BEGIN DATA UNDER STUDY
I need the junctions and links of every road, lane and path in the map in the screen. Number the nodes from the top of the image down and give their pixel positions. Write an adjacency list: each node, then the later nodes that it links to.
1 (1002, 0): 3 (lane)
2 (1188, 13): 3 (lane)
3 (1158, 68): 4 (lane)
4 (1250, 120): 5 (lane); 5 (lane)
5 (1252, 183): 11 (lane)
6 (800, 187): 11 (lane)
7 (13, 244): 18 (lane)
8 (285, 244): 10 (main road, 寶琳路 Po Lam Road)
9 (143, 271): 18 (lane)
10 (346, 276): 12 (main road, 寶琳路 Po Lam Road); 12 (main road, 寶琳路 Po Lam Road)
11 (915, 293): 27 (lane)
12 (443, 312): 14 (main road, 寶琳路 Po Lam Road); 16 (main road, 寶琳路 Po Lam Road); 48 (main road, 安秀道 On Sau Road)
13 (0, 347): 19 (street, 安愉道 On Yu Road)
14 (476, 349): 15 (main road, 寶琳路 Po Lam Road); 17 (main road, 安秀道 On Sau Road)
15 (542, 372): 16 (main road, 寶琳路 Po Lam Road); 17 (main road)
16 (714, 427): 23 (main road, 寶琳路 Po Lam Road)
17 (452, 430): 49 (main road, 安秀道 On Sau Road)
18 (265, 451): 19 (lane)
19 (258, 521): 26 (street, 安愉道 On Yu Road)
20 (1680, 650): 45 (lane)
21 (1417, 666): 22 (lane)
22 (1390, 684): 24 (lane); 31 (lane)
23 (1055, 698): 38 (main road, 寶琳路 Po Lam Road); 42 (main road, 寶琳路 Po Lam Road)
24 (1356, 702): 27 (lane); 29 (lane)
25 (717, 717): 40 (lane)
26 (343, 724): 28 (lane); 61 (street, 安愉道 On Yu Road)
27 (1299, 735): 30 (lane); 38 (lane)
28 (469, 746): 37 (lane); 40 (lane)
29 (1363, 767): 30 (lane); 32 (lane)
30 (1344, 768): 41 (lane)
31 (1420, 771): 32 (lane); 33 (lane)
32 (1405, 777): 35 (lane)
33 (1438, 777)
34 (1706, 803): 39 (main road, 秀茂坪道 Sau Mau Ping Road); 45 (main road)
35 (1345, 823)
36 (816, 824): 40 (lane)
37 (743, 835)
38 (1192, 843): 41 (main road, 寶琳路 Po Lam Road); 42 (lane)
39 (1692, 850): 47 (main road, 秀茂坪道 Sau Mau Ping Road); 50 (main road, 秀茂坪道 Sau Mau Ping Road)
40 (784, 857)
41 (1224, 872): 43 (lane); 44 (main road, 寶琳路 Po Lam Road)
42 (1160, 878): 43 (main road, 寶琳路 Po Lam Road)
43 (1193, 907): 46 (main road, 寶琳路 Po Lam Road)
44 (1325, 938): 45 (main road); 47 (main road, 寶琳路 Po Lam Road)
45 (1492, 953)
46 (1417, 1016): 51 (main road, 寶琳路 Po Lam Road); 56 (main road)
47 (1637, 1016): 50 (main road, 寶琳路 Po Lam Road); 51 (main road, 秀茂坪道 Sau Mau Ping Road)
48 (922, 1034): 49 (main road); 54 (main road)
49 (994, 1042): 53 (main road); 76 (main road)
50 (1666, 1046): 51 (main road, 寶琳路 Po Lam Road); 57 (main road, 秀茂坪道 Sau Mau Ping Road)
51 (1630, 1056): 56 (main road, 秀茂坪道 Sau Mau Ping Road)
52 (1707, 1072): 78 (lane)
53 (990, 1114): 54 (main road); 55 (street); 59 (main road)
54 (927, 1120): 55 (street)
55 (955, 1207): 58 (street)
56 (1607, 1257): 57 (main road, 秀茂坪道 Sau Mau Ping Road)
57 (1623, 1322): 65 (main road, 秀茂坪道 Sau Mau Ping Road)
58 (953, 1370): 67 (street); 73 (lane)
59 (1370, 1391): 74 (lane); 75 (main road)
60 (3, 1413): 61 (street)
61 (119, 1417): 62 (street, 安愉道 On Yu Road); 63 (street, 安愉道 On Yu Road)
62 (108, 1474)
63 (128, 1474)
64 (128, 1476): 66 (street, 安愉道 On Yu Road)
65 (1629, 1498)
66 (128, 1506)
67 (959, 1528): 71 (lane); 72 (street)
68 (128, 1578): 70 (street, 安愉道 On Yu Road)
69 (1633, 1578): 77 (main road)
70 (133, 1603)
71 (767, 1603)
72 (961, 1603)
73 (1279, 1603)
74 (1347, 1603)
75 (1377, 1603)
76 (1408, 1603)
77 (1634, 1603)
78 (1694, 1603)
END DATA UNDER STUDY
**EXERCISE:**
Filter the records for the string "Ping" and copy every line that holds it.

**EXERCISE RESPONSE:**
34 (1706, 803): 39 (main road, 秀茂坪道 Sau Mau Ping Road); 45 (main road)
39 (1692, 850): 47 (main road, 秀茂坪道 Sau Mau Ping Road); 50 (main road, 秀茂坪道 Sau Mau Ping Road)
47 (1637, 1016): 50 (main road, 寶琳路 Po Lam Road); 51 (main road, 秀茂坪道 Sau Mau Ping Road)
50 (1666, 1046): 51 (main road, 寶琳路 Po Lam Road); 57 (main road, 秀茂坪道 Sau Mau Ping Road)
51 (1630, 1056): 56 (main road, 秀茂坪道 Sau Mau Ping Road)
56 (1607, 1257): 57 (main road, 秀茂坪道 Sau Mau Ping Road)
57 (1623, 1322): 65 (main road, 秀茂坪道 Sau Mau Ping Road)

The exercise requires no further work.